Pingmei Shi or Shi Pingmei (石评梅; 20 September 1902 – 30 September 1928) was a Chinese writer. She was considered as one of the four women famous for their contributions to modern Chinese literature in the early Republic of China.

==Life==
Shi was born in Taiyuan in 1902 in Pingding County, Shanxi Province. From an early age she was exceptional. She would memorise whole books. Her father did not agree that to keep women virtuous you should keep them ignorant and he sent his daughter to school in Taiyuan. She studied in Shanxi's provincial capital until she was 18 when she graduated from the Taiyuan Women's Teaching College. Her education's costs were small as charges were not made for exceptional students. The school had been started by Lü Bicheng.

She took an interest in politics and for that reason she moved to Beijing and enrolled at the Women's Teaching College. She actually majored in physical education because there was no course that year for literature.

After she left education she had a busy life. She wrote novel poetry and became a popular writer on ideas and Marxism. Her love life was tragic. She was tricked into swearing her undying love to a married man. When she met another man, Gao Junyu, she felt too damaged to accept his proposals and she demanded only friendship. He was from the same province of China and he was a founding member of China's communist party. Gao Junyu was also a devoted communist and he was married. They would meet and Gao Junyu divorced his wife. The only token of love she accepted was an ivory ring which matched one that he wore. He died when she was 23 and for the next three years she went to Taoran Pavilion where he was buried. She also had a now famous friendship with fellow writers Lu Yin and Lu Jingqing. Both of these friends had been very close to her during her life with an intimacy that is similar to heterosexual love. All three of them appear in Lu Yin's book and they act as narrators of Shi Pingmei's fictionalised story.

Shi died when she was 26 and was buried next to Gao Junyu in Taoranting Park. The story was highlighted by Zhou Enlai when he was premier of a communist China. He visited their graves and highlighted that love and revolution were not incompatible.
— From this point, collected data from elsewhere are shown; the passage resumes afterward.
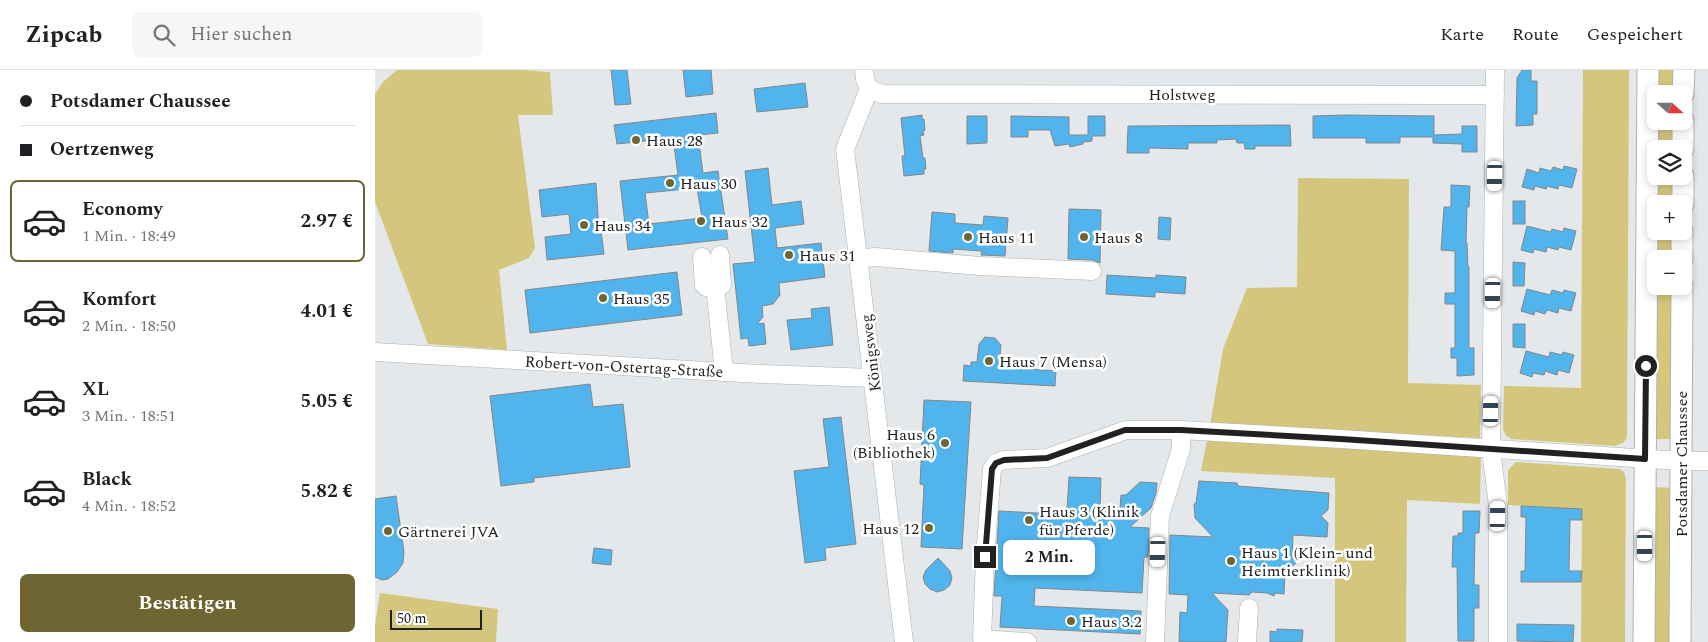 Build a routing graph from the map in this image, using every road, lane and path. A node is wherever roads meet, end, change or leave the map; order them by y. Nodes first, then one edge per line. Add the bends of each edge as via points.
1 (864, 70) edge
2 (1495, 70) edge
3 (1648, 70) edge
4 (1683, 70) edge
5 (1683, 85) edge
6 (869, 90) junction
7 (1495, 95) junction
8 (720, 255) dead end
9 (702, 257) dead end
10 (859, 259) junction
11 (1092, 272) dead end
12 (715, 286) junction
13 (1682, 295) edge
14 (375, 352) edge
15 (725, 372) junction
16 (873, 378) junction
17 (1181, 430) junction
18 (1491, 450) junction
19 (1645, 459) junction
20 (1708, 460) edge
21 (1681, 462) junction
22 (1249, 608) dead end
23 (903, 642) edge
24 (1027, 642) edge
25 (1155, 642) edge
26 (1247, 642) edge
27 (1499, 642) edge
28 (1644, 642) edge
29 (1679, 642) edge

1 - 6 street
2 - 7 street
3 - 19 main road
4 - 5 main road
6 - 7 street, Holstweg via 881,94
6 - 10 street, Königsweg via 845,149
7 - 18 street
8 - 12 street via 722,283
9 - 12 street via 704,285
10 - 11 street via 875,257
10 - 16 street, Königsweg
12 - 15 street
13 - 21 main road, Potsdamer Chaussee
14 - 15 street, Robert-von-Ostertag-Straße
15 - 16 street, Robert-von-Ostertag-Straße
16 - 23 street, Königsweg
17 - 18 street
17 - 24 street via 1125,430 1047,458 996,463 991,478 981,639
17 - 25 street via 1181,449 1160,516
18 - 19 street
18 - 27 street via 1499,505
19 - 21 street
19 - 28 main road
20 - 21 street
21 - 29 main road, Potsdamer Chaussee
22 - 26 street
Shi died in 1928 and she came to be regarded in the Republic of China as one of the top four most talented Chinese women with Lü Bicheng, Eileen Chang and Xiao Hong. After her death her friend Lu Yin wrote a novel based on her love story named "Ivory Rings". This story has been retold in a book and a film. Gao Junyu and Shi's graves were a place of pilgrimage for young couples and groups after her story was published.